(Stored data)
━━━━━━━━━━━━━━━━━━━━━━━━━━━━━━

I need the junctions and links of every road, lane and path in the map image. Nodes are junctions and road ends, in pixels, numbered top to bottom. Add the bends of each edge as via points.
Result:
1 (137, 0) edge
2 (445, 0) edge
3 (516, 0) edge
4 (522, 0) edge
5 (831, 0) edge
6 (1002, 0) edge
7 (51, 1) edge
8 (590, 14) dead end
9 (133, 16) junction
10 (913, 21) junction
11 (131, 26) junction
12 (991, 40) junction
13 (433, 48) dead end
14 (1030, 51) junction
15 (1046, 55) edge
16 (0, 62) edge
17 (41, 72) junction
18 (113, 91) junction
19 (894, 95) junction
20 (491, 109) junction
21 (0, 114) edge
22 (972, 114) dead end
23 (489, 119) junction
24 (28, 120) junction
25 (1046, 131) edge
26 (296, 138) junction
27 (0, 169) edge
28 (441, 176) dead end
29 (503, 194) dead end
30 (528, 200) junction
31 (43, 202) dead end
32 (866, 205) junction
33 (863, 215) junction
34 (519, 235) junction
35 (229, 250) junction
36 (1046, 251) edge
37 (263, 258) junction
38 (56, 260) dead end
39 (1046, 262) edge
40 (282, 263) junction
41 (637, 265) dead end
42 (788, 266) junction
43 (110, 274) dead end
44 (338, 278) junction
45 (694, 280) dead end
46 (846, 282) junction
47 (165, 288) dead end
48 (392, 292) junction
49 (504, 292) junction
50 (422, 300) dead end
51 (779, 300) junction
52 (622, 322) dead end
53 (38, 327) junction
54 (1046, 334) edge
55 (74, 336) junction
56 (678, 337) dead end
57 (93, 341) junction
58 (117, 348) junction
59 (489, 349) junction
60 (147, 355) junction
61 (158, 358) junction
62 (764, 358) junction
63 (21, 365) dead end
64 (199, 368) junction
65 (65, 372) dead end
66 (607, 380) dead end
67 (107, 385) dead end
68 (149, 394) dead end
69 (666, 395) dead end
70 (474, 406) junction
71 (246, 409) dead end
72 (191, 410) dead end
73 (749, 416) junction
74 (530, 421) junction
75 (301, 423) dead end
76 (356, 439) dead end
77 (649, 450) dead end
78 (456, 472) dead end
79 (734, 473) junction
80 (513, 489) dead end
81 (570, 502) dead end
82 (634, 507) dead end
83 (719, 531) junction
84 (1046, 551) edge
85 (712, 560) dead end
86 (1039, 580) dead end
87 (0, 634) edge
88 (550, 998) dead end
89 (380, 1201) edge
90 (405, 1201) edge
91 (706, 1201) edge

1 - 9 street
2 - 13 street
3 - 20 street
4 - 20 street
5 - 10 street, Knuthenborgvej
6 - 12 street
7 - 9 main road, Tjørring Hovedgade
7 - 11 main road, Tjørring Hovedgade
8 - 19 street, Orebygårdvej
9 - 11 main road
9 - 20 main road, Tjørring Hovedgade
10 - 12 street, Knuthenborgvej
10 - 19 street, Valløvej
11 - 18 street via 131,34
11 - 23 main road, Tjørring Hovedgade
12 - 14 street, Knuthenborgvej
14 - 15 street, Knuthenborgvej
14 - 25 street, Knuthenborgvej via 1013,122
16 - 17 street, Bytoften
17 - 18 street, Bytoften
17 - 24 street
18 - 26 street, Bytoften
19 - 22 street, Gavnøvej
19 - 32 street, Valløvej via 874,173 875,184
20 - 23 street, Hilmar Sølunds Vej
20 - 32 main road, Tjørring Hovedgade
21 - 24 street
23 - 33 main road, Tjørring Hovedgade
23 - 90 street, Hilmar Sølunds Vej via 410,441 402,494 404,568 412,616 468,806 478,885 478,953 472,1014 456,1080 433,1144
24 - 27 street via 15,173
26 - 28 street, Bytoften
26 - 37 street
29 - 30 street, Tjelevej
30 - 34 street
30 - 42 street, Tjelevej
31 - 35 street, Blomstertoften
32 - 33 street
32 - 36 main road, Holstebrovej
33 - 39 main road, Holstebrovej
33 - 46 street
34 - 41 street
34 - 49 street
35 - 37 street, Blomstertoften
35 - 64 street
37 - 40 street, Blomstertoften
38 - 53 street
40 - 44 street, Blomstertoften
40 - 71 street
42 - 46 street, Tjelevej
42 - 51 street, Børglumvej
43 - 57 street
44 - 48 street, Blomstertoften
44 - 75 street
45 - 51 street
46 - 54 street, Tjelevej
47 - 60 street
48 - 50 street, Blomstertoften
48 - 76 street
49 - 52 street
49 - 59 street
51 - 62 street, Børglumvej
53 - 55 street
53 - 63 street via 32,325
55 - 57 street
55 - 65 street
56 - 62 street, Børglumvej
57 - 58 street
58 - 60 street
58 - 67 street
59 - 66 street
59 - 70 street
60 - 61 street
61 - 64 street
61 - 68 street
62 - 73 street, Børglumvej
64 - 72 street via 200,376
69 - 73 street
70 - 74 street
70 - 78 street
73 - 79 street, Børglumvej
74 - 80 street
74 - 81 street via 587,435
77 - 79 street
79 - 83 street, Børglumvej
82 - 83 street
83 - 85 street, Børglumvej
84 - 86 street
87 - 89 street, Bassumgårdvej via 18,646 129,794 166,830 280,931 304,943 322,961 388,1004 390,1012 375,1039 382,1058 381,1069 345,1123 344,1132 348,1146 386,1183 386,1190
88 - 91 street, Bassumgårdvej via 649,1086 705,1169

━━━━━━━━━━━━━━━━━━━━━━━━━━━━━━

**WHAT THE TASK ASKS**
Every line above that holds the word "Blomstertoften" is to be found and copied.

**SOLUTION FOR THIS EXERCISE**
31 - 35 street, Blomstertoften
35 - 37 street, Blomstertoften
37 - 40 street, Blomstertoften
40 - 44 street, Blomstertoften
44 - 48 street, Blomstertoften
48 - 50 street, Blomstertoften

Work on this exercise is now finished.